During the domain terminology extraction step, domain-specific terms are extracted, which are used in the following step to derive concepts. Relevant terms can be determined e. g. by calculation of the TF/IDF values or by application of the C-value / NC-value method. The resulting list of terms has to be filtered by a domain expert. In the subsequent step, similarly to coreference resolution in information extraction, the OL system determines synonyms, because they share the same meaning and therefore correspond to the same concept. The most common methods therefore are clustering and the application of statistical similarity measures.

Concept discovery

In the concept discovery step, terms are grouped to meaning bearing units, which correspond to an abstraction of the world and therefore to concepts. The grouped terms are these domain-specific terms and their synonyms, which were identified in the domain terminology extraction step.

Concept hierarchy derivation

In the concept hierarchy derivation step, the OL system tries to arrange the extracted concepts in a taxonomic structure. This is mostly achieved by unsupervised hierarchical clustering methods. Because the result of such methods is often noisy, a supervision, e. g. by evaluation by the user, is integrated. A further method for the derivation of a concept hierarchy exists in the usage of several patterns, which should indicate a sub- or supersumption relationship. Patterns like “X, that is a Y” or “X is a Y” indicate, that X is a subclass of Y. Such pattern can be analyzed efficiently, but they occur too infrequent, to extract enough sub- or supersumption relationships. Instead bootstrapping methods are developed, which learn these patterns automatically and therefore ensure a higher coverage.
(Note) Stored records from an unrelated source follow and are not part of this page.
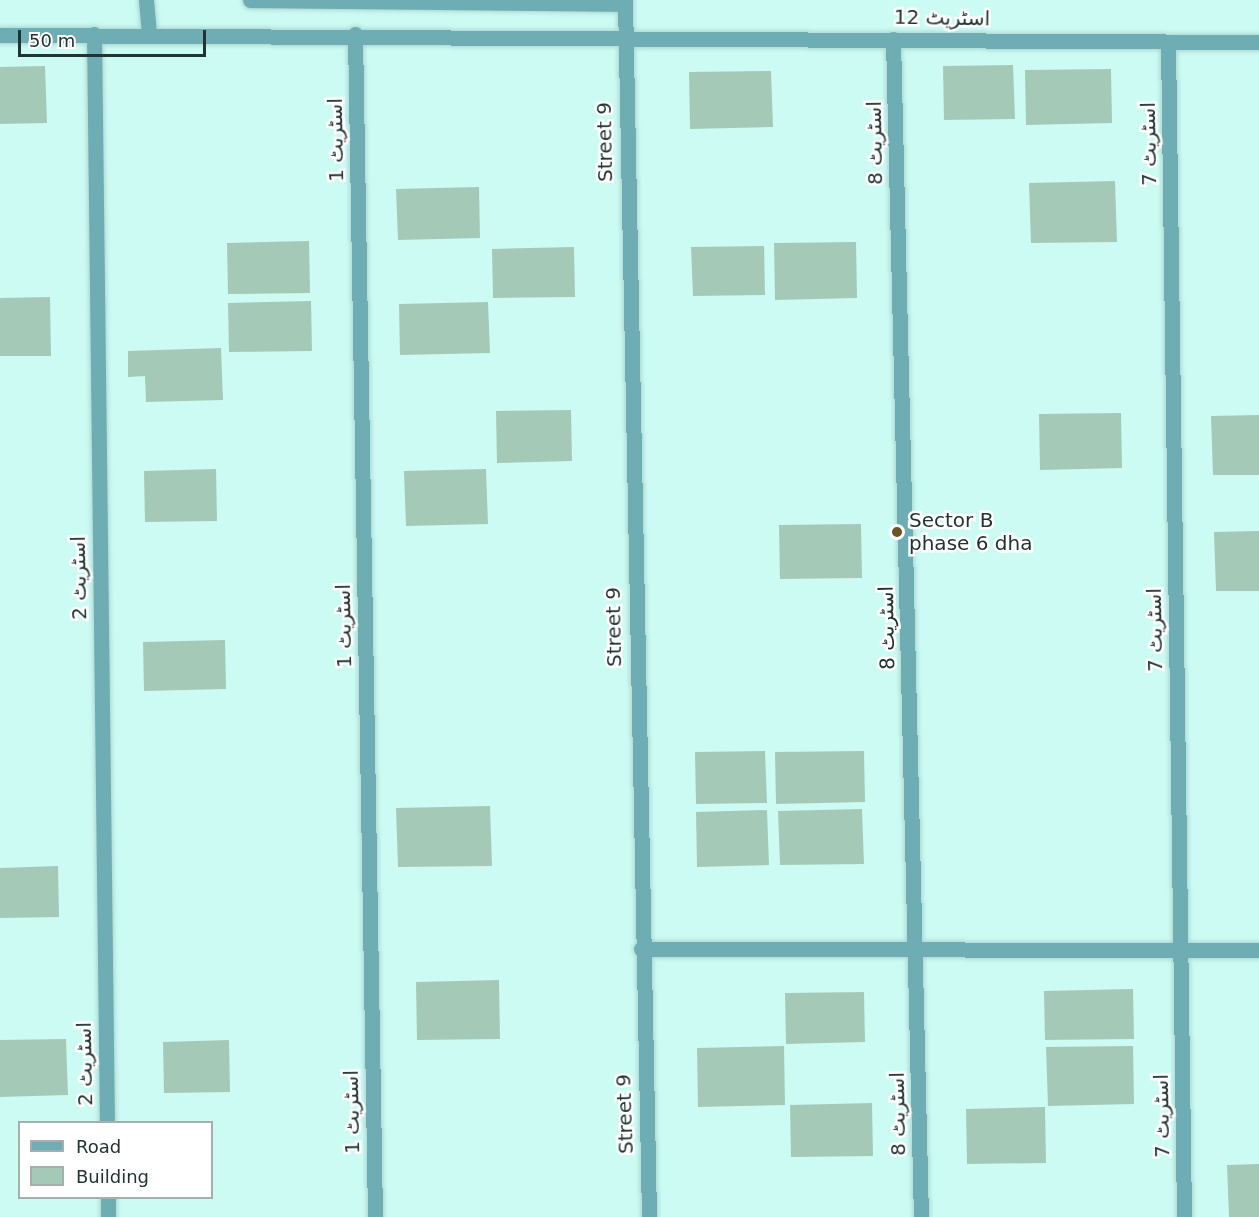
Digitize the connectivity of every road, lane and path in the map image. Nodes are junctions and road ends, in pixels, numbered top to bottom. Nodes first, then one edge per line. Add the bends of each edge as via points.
1 (146, 0) edge
2 (250, 0) edge
3 (625, 2) edge
4 (355, 33) junction
5 (0, 34) edge
6 (94, 34) junction
7 (149, 34) junction
8 (624, 37) junction
9 (893, 39) junction
10 (1168, 42) junction
11 (1259, 42) edge
12 (1180, 947) junction
13 (641, 949) junction
14 (1259, 950) edge
15 (916, 951) junction
16 (107, 1121) edge
17 (108, 1199) edge
18 (108, 1217) edge
19 (375, 1217) edge
20 (649, 1217) edge
21 (921, 1217) edge
22 (1184, 1217) edge

1 - 7 street
2 - 3 street
3 - 8 street, Street 9
4 - 7 street, اسٹریٹ 12
4 - 8 street, اسٹریٹ 12
4 - 19 street, اسٹریٹ 1
5 - 6 street, اسٹریٹ 12
6 - 7 street, اسٹریٹ 12
6 - 16 street, اسٹریٹ 2
8 - 9 street, اسٹریٹ 12
8 - 13 street, Street 9
9 - 10 street, اسٹریٹ 12
9 - 15 street, اسٹریٹ 8
10 - 11 street, اسٹریٹ 12
10 - 12 street, اسٹریٹ 7
12 - 14 street
12 - 15 street
12 - 22 street, اسٹریٹ 7
13 - 15 street
13 - 20 street, Street 9
15 - 21 street, اسٹریٹ 8
17 - 18 street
Learning of non-taxonomic relations

At the learning of non-taxonomic relations step, relationships are extracted, which do not express any sub- or supersumption. Such relationships are e.g. works-for or located-in. There are two common approaches to solve this subtask. The first one is based upon the extraction of anonymous associations, which are named appropriately in a second step. The second approach extracts verbs, which indicate a relationship between the entities, represented by the surrounding words. But the result of both approaches has to be evaluated by an ontologist.

Rule discovery

During rule discovery, axioms are generated for the extracted concepts. This can be achieved for example by analyzing the syntactic structure of a natural language definition and the application of transformation rules on the resulting dependency tree. The result of this process is a list of axioms, which is afterwards comprehended to a concept description. This one has to be evaluated by an ontologist.

Ontology population

At this step, the ontology is augmented with instances of concepts and properties. For the augmentation with instances of concepts, methods based on the matching of lexico-syntactic patterns are used. Instances of properties are added by application of bootstrapping methods, which collect relation tuples.

Concept hierarchy extension

In this step, the OL system tries to extend the taxonomic structure of an existing ontology with further concepts. This can be realized supervised by a trained classifier or unsupervised by the application of similarity measures.

Frame and event detection

During frame/event detection, the OL system tries to extract complex relationships from text, e.g. who departed from where to what place and when. Approaches range from applying SVM with kernel methods to semantic role labeling to deep semantic parsing techniques.

Tools

Dog4Dag is an ontology generation plugin for Protégé 4.1 and OBOEdit 2.1. It allows for term generation, sibling generation, definition generation, and relationship induction. Integrated into Protégé 4.1 and OBO-Edit 2.1, DOG4DAG allows ontology extension for all common ontology formats. Limited largely to EBI and Bio Portal lookup service extensions.